# Exercise brief:
Lines after the one containing "Trace all roads" are to be omitted; print exactly each line from the start of the records up to and including it.
----- Given entries -----
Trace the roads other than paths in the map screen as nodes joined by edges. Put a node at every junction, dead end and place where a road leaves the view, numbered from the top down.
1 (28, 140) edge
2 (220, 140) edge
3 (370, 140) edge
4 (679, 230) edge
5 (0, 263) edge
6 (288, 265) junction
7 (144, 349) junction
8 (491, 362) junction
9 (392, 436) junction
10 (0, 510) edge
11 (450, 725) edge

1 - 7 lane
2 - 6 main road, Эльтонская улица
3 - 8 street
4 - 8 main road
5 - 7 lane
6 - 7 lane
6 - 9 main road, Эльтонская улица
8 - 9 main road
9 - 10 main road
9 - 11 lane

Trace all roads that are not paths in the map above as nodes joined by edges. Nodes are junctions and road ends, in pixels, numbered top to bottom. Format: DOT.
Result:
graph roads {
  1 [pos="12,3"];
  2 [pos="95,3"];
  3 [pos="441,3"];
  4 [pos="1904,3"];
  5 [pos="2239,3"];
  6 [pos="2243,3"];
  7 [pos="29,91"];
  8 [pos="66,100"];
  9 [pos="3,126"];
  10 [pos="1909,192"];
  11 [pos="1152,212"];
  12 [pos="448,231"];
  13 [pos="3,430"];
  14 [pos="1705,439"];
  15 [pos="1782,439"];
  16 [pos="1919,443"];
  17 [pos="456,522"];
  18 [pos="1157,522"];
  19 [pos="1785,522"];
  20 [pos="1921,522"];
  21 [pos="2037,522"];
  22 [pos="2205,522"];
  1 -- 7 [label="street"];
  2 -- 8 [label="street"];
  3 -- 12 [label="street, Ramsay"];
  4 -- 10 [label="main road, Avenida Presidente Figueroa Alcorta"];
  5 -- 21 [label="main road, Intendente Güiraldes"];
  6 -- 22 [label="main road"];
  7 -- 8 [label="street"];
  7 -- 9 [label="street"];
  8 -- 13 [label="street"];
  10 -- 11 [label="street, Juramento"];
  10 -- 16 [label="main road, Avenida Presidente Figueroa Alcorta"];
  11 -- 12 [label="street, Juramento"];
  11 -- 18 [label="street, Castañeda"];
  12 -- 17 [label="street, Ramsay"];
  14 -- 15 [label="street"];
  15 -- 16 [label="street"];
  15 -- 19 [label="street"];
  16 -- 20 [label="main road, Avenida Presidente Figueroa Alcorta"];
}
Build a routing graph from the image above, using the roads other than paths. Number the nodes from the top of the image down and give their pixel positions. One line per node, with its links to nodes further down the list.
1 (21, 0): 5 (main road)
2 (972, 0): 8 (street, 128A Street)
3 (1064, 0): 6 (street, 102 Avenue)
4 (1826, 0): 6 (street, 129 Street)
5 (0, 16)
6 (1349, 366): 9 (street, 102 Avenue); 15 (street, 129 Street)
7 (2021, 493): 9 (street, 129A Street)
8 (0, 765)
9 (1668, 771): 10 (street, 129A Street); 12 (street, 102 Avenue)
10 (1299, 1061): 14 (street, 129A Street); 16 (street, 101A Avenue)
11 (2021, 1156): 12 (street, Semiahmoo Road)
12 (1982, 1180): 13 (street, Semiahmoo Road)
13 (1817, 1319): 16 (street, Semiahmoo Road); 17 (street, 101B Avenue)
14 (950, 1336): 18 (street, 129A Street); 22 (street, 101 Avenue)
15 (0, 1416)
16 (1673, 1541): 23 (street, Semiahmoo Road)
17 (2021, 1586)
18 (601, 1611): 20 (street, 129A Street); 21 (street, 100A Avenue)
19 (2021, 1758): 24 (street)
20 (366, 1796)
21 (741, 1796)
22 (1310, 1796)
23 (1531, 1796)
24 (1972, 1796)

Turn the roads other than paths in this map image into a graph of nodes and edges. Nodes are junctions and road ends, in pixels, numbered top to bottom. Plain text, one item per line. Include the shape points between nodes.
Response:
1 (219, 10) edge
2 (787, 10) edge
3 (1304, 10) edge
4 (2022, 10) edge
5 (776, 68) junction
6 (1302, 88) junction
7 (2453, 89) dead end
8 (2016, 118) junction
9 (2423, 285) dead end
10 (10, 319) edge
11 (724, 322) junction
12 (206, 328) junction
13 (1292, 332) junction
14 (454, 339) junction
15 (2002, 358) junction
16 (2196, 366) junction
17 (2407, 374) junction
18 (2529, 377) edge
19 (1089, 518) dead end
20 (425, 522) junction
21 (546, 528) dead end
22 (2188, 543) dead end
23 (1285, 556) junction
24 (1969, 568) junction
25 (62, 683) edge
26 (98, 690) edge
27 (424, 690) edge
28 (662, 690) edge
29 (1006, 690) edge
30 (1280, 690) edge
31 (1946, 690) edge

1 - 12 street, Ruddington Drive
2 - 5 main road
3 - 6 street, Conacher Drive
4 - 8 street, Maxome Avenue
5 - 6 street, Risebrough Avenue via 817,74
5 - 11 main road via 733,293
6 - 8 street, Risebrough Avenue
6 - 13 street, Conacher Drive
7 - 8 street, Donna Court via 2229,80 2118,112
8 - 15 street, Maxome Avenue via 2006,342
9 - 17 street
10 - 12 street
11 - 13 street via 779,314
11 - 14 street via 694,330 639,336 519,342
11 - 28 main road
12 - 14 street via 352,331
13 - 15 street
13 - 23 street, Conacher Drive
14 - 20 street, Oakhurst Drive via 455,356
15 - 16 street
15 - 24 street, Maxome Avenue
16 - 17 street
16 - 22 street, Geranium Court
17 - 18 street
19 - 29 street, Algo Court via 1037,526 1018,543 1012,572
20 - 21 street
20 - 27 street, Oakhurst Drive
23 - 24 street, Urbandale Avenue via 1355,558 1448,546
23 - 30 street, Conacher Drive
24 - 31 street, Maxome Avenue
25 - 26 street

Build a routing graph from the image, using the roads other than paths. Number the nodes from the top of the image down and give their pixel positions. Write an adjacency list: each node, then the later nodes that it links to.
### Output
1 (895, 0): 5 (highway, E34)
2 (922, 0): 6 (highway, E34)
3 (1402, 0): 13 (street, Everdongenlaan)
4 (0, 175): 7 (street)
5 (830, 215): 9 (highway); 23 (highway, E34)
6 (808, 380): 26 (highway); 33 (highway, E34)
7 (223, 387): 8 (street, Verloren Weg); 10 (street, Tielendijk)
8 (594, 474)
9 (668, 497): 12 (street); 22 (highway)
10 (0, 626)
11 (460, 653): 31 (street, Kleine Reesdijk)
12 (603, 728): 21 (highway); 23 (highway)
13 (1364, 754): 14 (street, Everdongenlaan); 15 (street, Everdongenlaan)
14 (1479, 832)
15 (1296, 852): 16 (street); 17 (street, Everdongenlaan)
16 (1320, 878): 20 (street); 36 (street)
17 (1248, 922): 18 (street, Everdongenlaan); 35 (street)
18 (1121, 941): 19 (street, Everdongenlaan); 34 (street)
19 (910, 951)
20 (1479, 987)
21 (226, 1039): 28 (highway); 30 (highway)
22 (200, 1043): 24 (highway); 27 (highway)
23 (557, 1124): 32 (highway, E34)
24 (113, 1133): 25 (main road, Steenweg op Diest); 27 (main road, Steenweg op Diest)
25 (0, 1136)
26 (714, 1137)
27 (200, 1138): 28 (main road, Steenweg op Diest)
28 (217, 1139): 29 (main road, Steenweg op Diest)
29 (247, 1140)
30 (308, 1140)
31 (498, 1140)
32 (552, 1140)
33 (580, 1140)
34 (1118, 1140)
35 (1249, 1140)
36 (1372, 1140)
-----
# Output of the task:
Trace the roads other than paths in the map screen as nodes joined by edges. Put a node at every junction, dead end and place where a road leaves the view, numbered from the top down.
1 (28, 140) edge
2 (220, 140) edge
3 (370, 140) edge
4 (679, 230) edge
5 (0, 263) edge
6 (288, 265) junction
7 (144, 349) junction
8 (491, 362) junction
9 (392, 436) junction
10 (0, 510) edge
11 (450, 725) edge

1 - 7 lane
2 - 6 main road, Эльтонская улица
3 - 8 street
4 - 8 main road
5 - 7 lane
6 - 7 lane
6 - 9 main road, Эльтонская улица
8 - 9 main road
9 - 10 main road
9 - 11 lane

Trace all roads that are not paths in the map above as nodes joined by edges. Nodes are junctions and road ends, in pixels, numbered top to bottom. Format: DOT.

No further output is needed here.